Abstract:
Discharge indices such as effective discharge, fraction-load discharge, and functional-equivalent discharge are
used to quantify the effectiveness of flow distribution in sediment transport through a river network. Effective
discharge is a well-defined discharge index that is used to quantify the flow which carries the maximum amount
of sediments over a long time. The fraction-load discharge is that discharge above which a fraction of the longterm sediment load is transported. The functional-equivalent discharge is that discharge that will reproduce the
magnitude of the sediment load generated by the full hydrologic distribution assuming it occurred at all times.
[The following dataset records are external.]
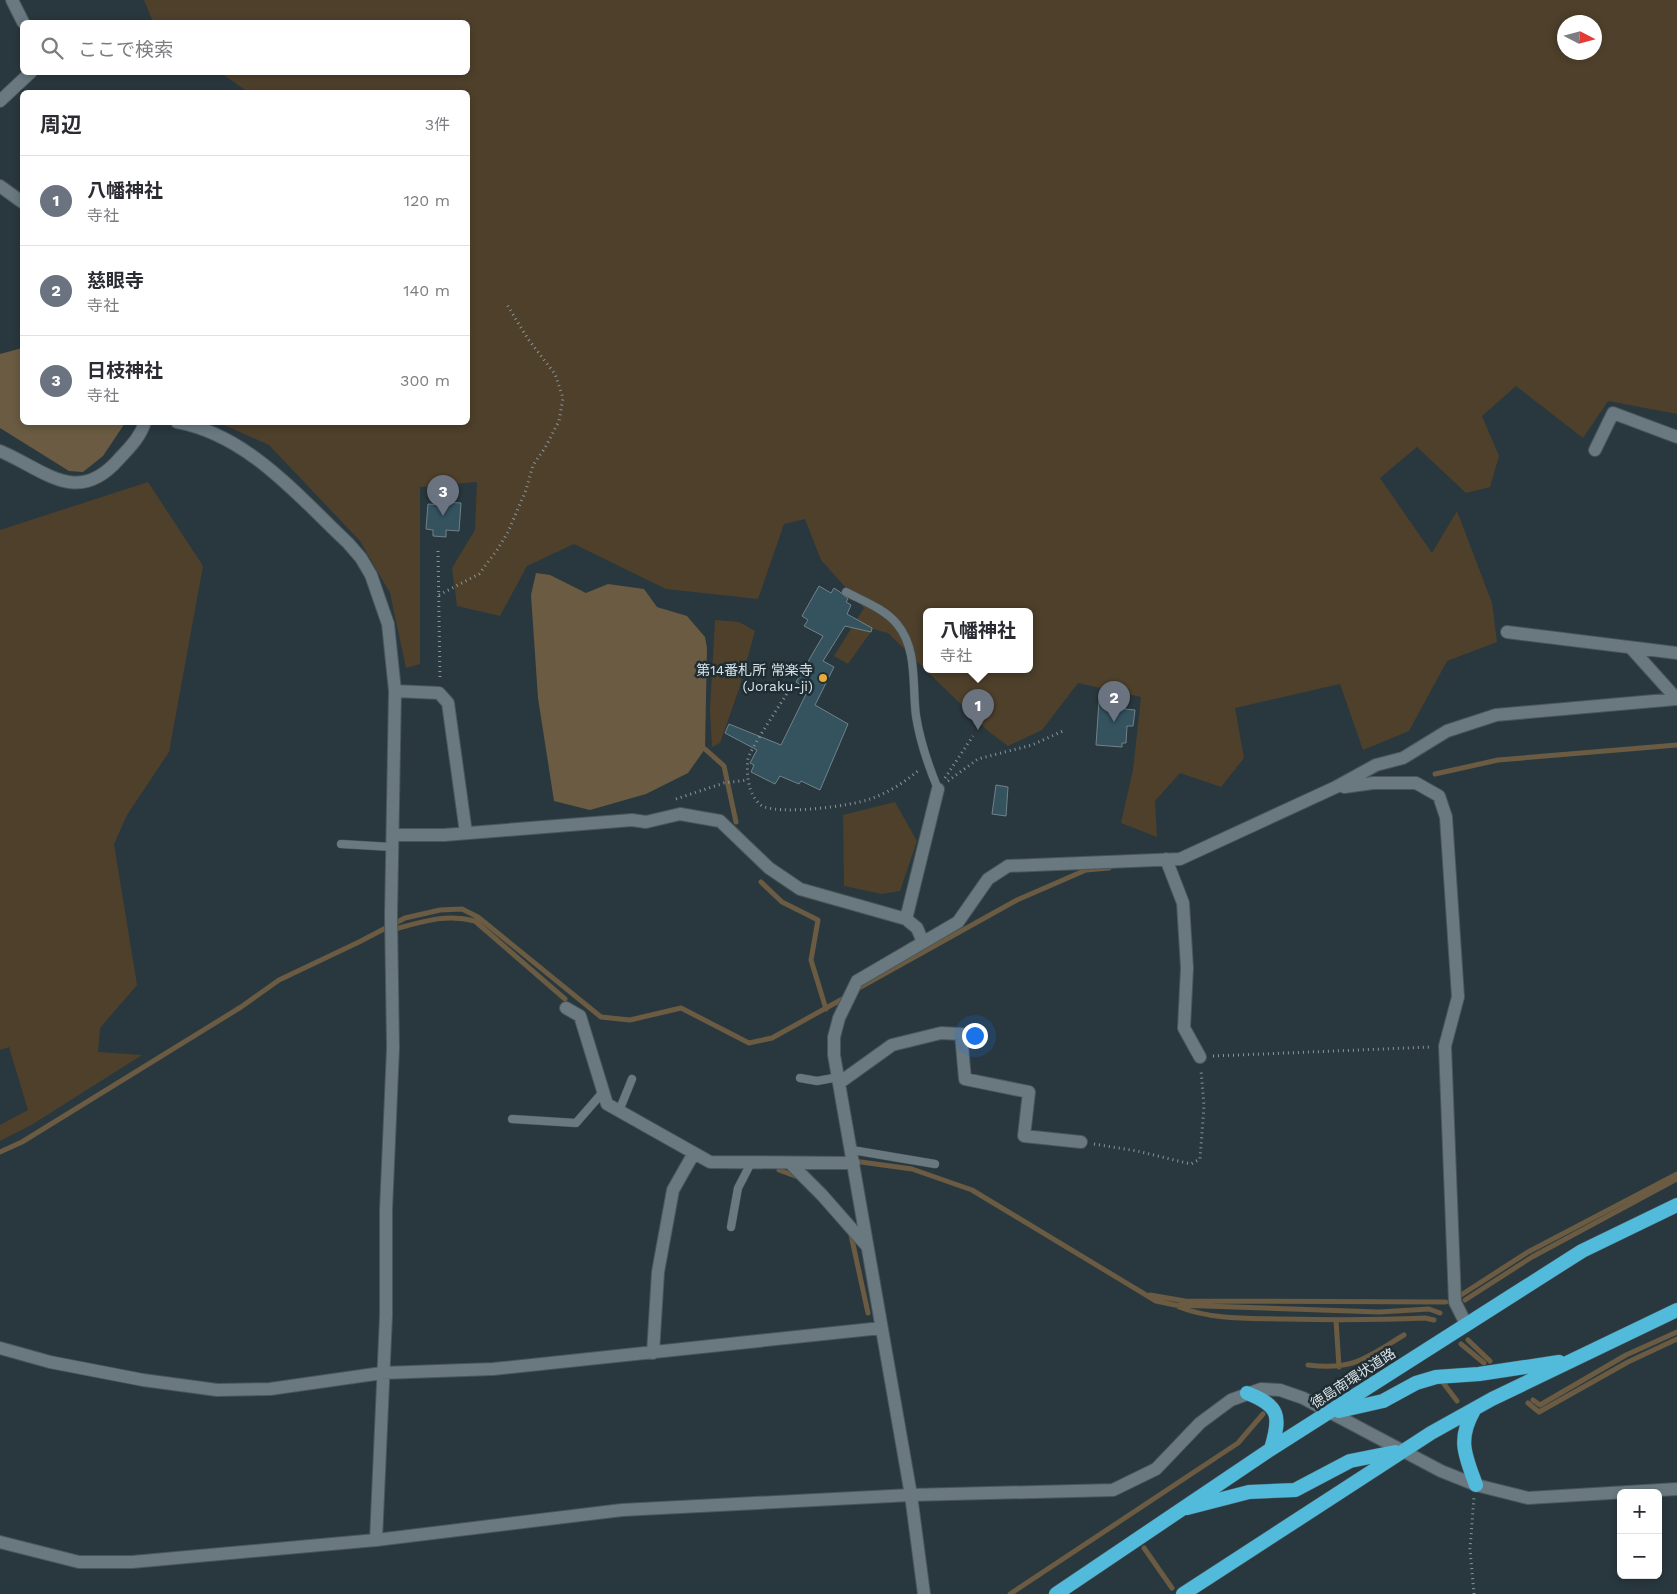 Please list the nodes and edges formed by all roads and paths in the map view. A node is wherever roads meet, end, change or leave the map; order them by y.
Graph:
1 (12, 0) edge
2 (23, 20) edge
3 (28, 75) edge
4 (0, 101) edge
5 (0, 186) edge
6 (20, 201) edge
7 (506, 303) dead end
8 (144, 425) edge
9 (186, 425) edge
10 (1677, 437) edge
11 (1595, 450) dead end
12 (0, 451) edge
13 (438, 551) dead end
14 (846, 592) dead end
15 (439, 595) junction
16 (1507, 632) dead end
17 (1631, 648) junction
18 (1677, 653) edge
19 (789, 690) dead end
20 (395, 691) junction
21 (439, 693) junction
22 (1677, 699) edge
23 (1063, 731) dead end
24 (973, 736) dead end
25 (927, 763) junction
26 (748, 780) junction
27 (724, 783) dead end
28 (1336, 788) junction
29 (938, 789) junction
30 (466, 833) junction
31 (392, 841) junction
32 (342, 844) dead end
33 (1166, 860) junction
34 (906, 919) junction
35 (923, 942) junction
36 (566, 1008) dead end
37 (1444, 1046) junction
38 (1200, 1057) junction
39 (800, 1078) dead end
40 (632, 1079) dead end
41 (839, 1080) junction
42 (603, 1092) junction
43 (619, 1111) junction
44 (512, 1119) dead end
45 (1081, 1142) joint
46 (694, 1153) junction
47 (853, 1156) junction
48 (751, 1162) junction
49 (790, 1163) junction
50 (935, 1164) dead end
51 (1677, 1204) edge
52 (731, 1227) dead end
53 (866, 1245) junction
54 (1677, 1310) edge
55 (1466, 1324) junction
56 (880, 1328) junction
57 (0, 1348) edge
58 (653, 1353) junction
59 (1573, 1360) junction
60 (382, 1373) junction
61 (1247, 1393) junction
62 (1474, 1410) junction
63 (1331, 1412) junction
64 (1271, 1449) junction
65 (1402, 1450) junction
66 (1476, 1484) junction
67 (1677, 1489) edge
68 (911, 1496) junction
69 (1177, 1511) junction
70 (376, 1540) junction
71 (0, 1542) edge
72 (924, 1594) edge
73 (1056, 1594) edge
74 (1184, 1594) edge
75 (1474, 1594) edge

1 - 2 street
3 - 4 street
5 - 6 street
7 - 15 path
8 - 12 street
9 - 20 street
10 - 11 street
13 - 15 path
14 - 25 lane
15 - 21 path
16 - 17 street
17 - 18 street
17 - 22 street
19 - 26 path
20 - 21 street
20 - 31 street
21 - 30 street
22 - 28 street
23 - 29 path
24 - 29 path
25 - 26 path
25 - 29 lane
26 - 27 path
28 - 33 street
28 - 37 street
29 - 34 street
30 - 31 street
30 - 34 street
31 - 32 lane
31 - 60 street
33 - 35 street
33 - 38 street
34 - 35 street
35 - 41 street
36 - 42 street
37 - 38 path
37 - 55 street
38 - 45 path
39 - 41 lane
40 - 43 lane
41 - 45 street
41 - 47 street
42 - 43 street
42 - 44 lane
43 - 46 street
46 - 48 street
46 - 58 street
47 - 49 street
47 - 50 lane
47 - 53 street
48 - 49 street
48 - 52 lane
49 - 53 street
51 - 55 highway, 徳島南環状道路
53 - 56 street
54 - 59 highway
55 - 63 highway, 徳島南環状道路
56 - 58 street
56 - 68 street
57 - 60 street
58 - 60 street
59 - 62 highway
59 - 63 highway
60 - 70 street
61 - 63 street
61 - 64 highway
61 - 68 street
62 - 65 highway
62 - 66 highway
63 - 64 highway, 徳島南環状道路
63 - 65 street
64 - 69 highway, 徳島南環状道路
65 - 66 street
65 - 69 highway
65 - 74 highway
66 - 67 street
66 - 75 path
68 - 70 street
68 - 72 street
69 - 73 highway, 徳島南環状道路
70 - 71 street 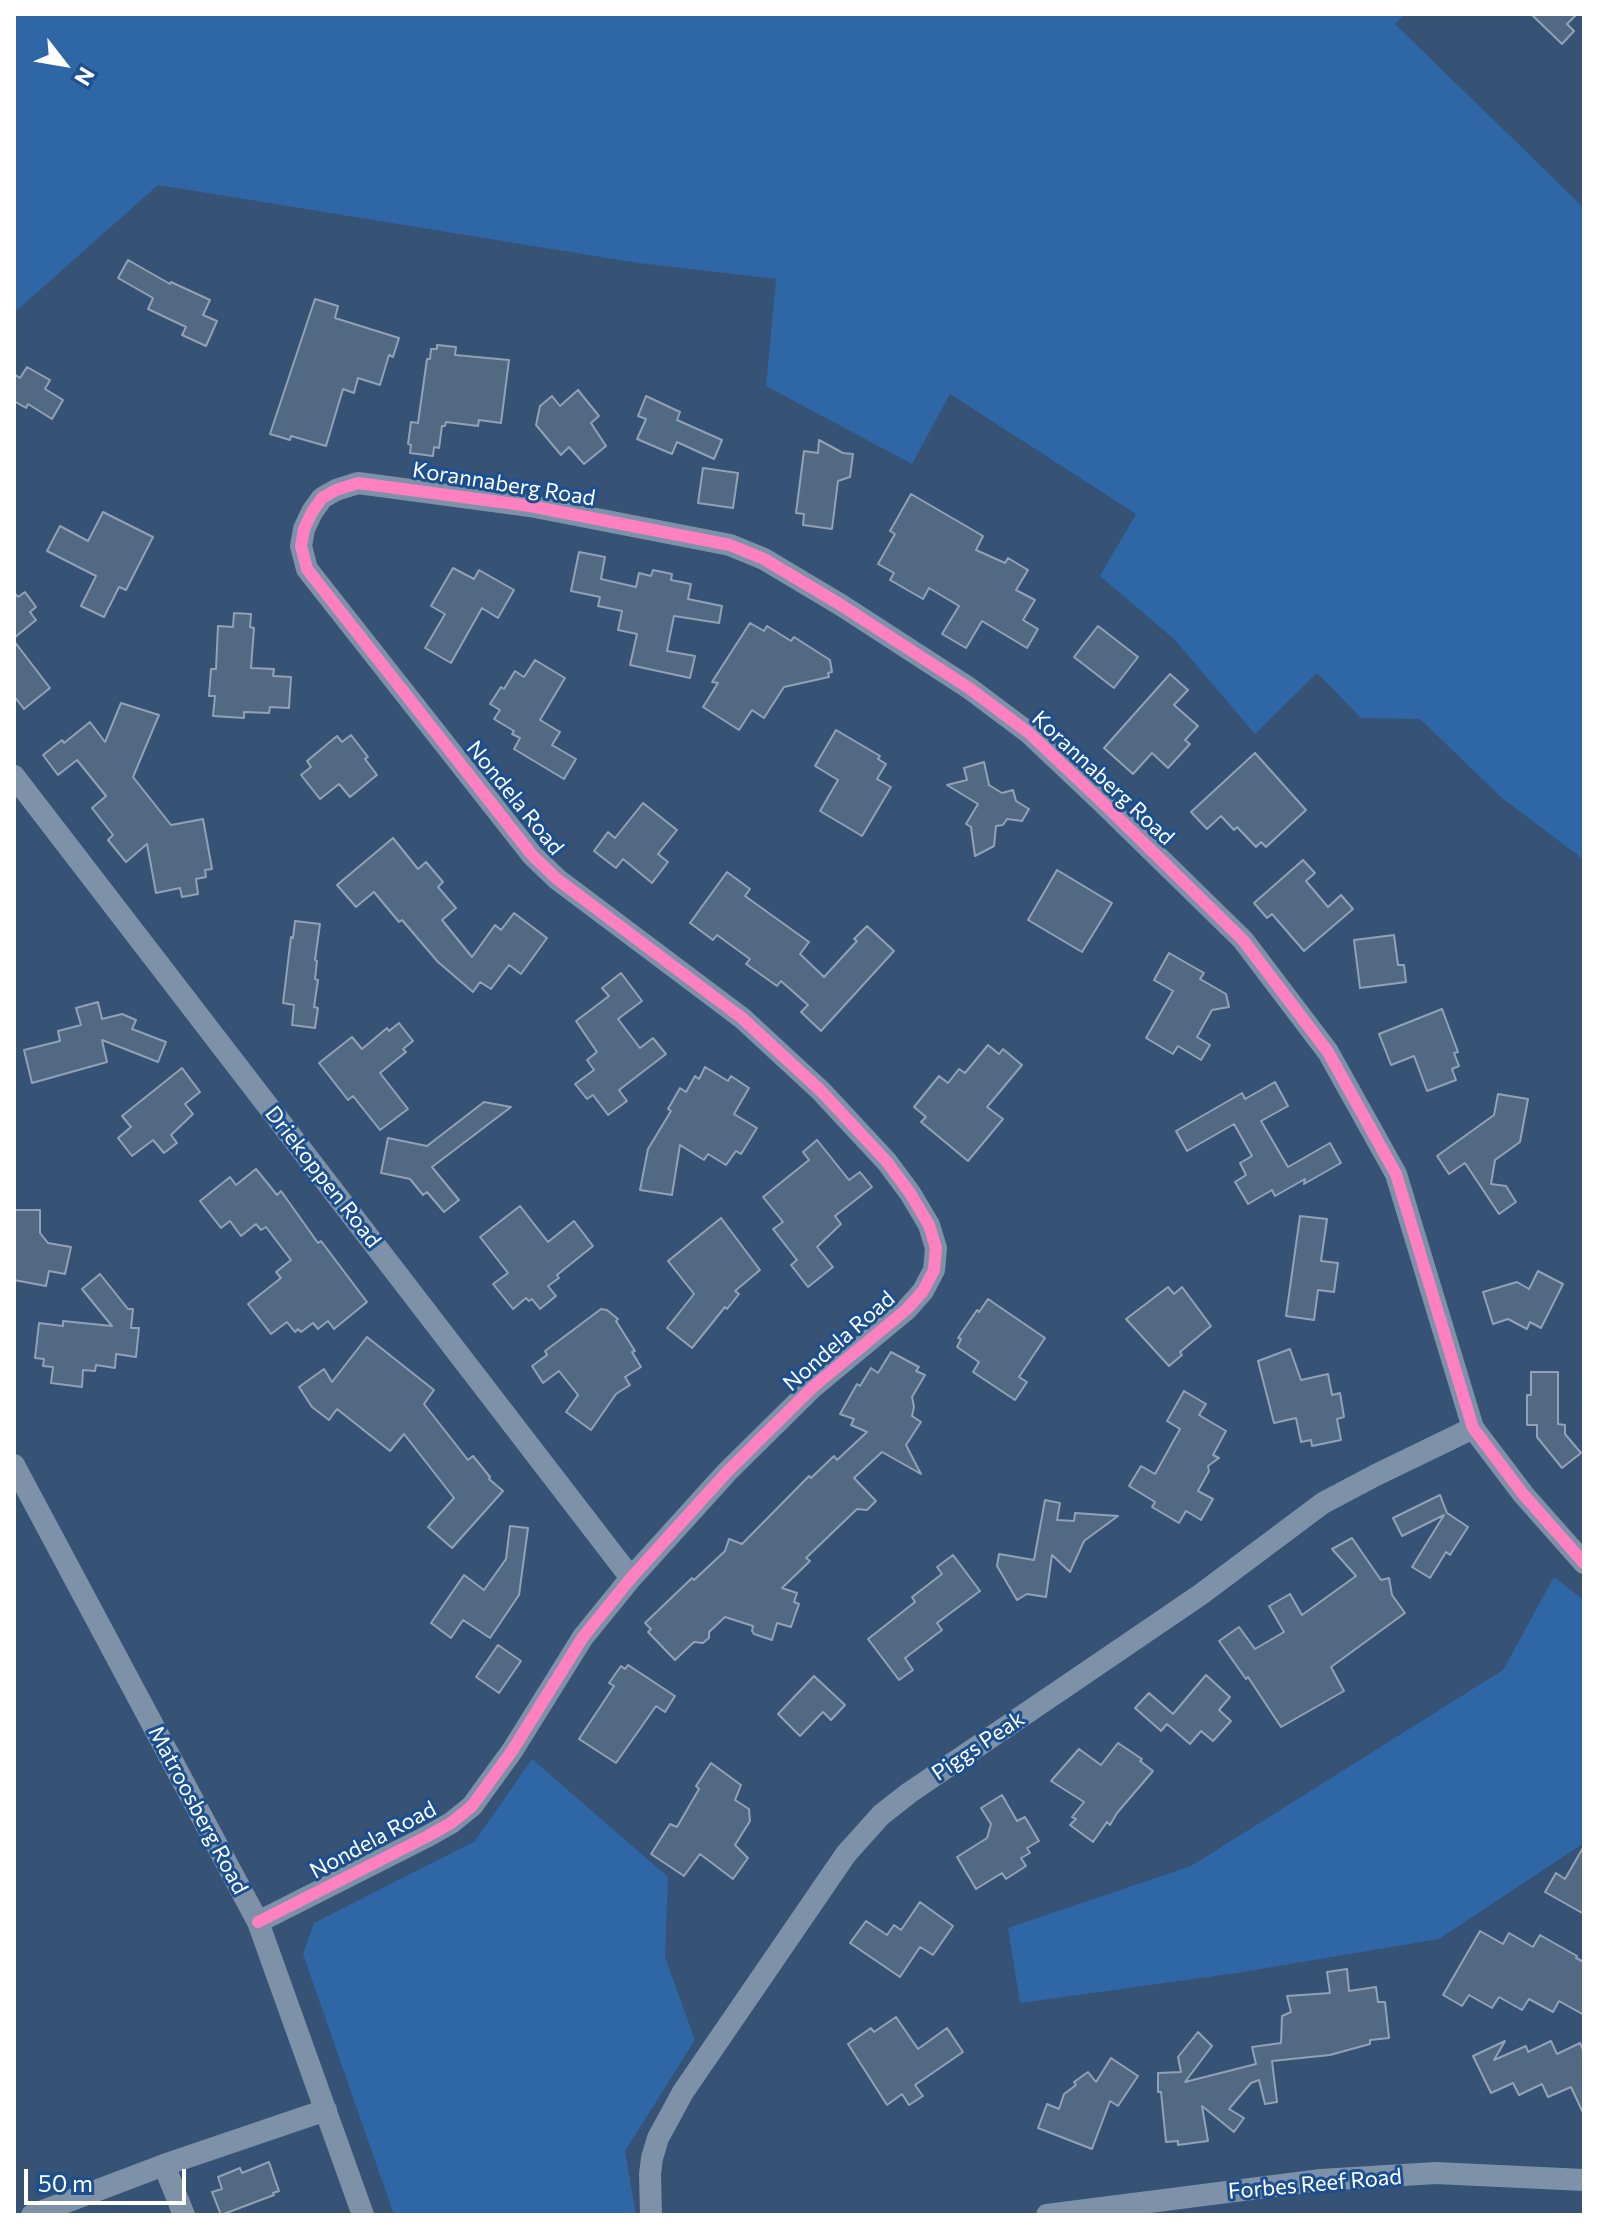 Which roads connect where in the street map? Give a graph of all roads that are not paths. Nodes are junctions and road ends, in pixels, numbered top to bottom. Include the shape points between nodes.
1 (307, 569) joint
2 (14, 776) edge
3 (1473, 1428) junction
4 (14, 1465) edge
5 (1584, 1563) edge
6 (631, 1578) junction
7 (258, 1922) junction
8 (326, 2110) junction
9 (164, 2165) junction
10 (1584, 2180) edge
11 (32, 2215) edge
12 (184, 2215) edge
13 (363, 2215) edge
14 (651, 2215) edge
15 (1047, 2215) edge

1 - 3 street, Korannaberg Road via 301,546 312,512 322,498 358,483 530,506 730,545 764,559 969,688 1029,733 1243,940 1328,1052 1396,1174
1 - 6 street, Nondela Road via 532,855 742,1018 821,1091 887,1162 929,1225 936,1248 934,1270 923,1291 802,1398
2 - 6 street, Driekoppen Road
3 - 5 street, Korannaberg Road
3 - 14 street, Piggs Peak via 1323,1503 1200,1595 881,1815 846,1854 683,2092 652,2158
4 - 7 street, Matroosberg Road
6 - 7 street, Nondela Road via 583,1637 472,1806 428,1836
7 - 8 street, Matroosberg Road
8 - 9 street
8 - 13 street, Matroosberg Road
9 - 11 street
9 - 12 street
10 - 15 street, Forbes Reef Road via 1436,2173 1335,2179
Magnitude-Frequency Analysis is generally used as a mathematical framework to determine these indices. In
MFA, these indices are computed based on the transport effectiveness function which is constructed by using the
product of assumed probability distribution (e.g., lognormal or Gamma) for discharge, and the power-law
relationship between discharge and sediment transport rate. Mathematically, the effective discharge represents a
magnitude of discharge for which the transport effectiveness function attains a maximum value. The other two
discharge indices i.e., fraction-load discharge and functional-equivalent discharge are determined based on mean
sediment load which is calculated by integrating the transport effectiveness function over the complete range of
flows. Conventionally, the transport effectiveness function is constructed by assuming the discharges to be
lognormally or Gamma distributed. However, the assumption of discharge distribution is location-specific, and
hence lognormally or Gamma distributed discharges are not valid for all catchments. Thus, it is necessary to
assess the uncertainty in the estimates of these indices when the discharge data do not follow either the
lognormal or Gamma distribution. In this study, modified approaches are proposed to determine discharge
indices for the general distribution of discharge datasets. The proposed approach utilizes a one-parameter BoxCox transformation to transform the discharge data. Analytical expressions for effective discharge and mean
sediment load under the proposed framework are derived. The robustness of the proposed approach is
established through a Monte Carlo simulation experiment by generating discharge data from various probability
distributions such as lognormal, Gamma, and log Pearson type III distributions. Furthermore, the proposed
approaches are applied to estimate discharge indices for catchments in South Indian Rivers (Mahanadi,
Godavari, Krishna, and Cauvery). The influence of the hysteresis effect due to seasonal variation and stage
tendency in the sediment rating curve is also studied. It was observed that grouping the rating-curve data
according to seasonal variation and stage tendency resulted in reliable sediment rating relations. Subsequently,
the estimates of discharge indices based on the proposed approach are computed considering various sediment
rating relationships fitted for total, seasonal, stage, and season-stage based datasets. Finally, the dependence of
discharge indices (and their return period) on various catchment descriptors such as average slope, basin relief,
drainage area, maximum elevation, and mean elevation is explored.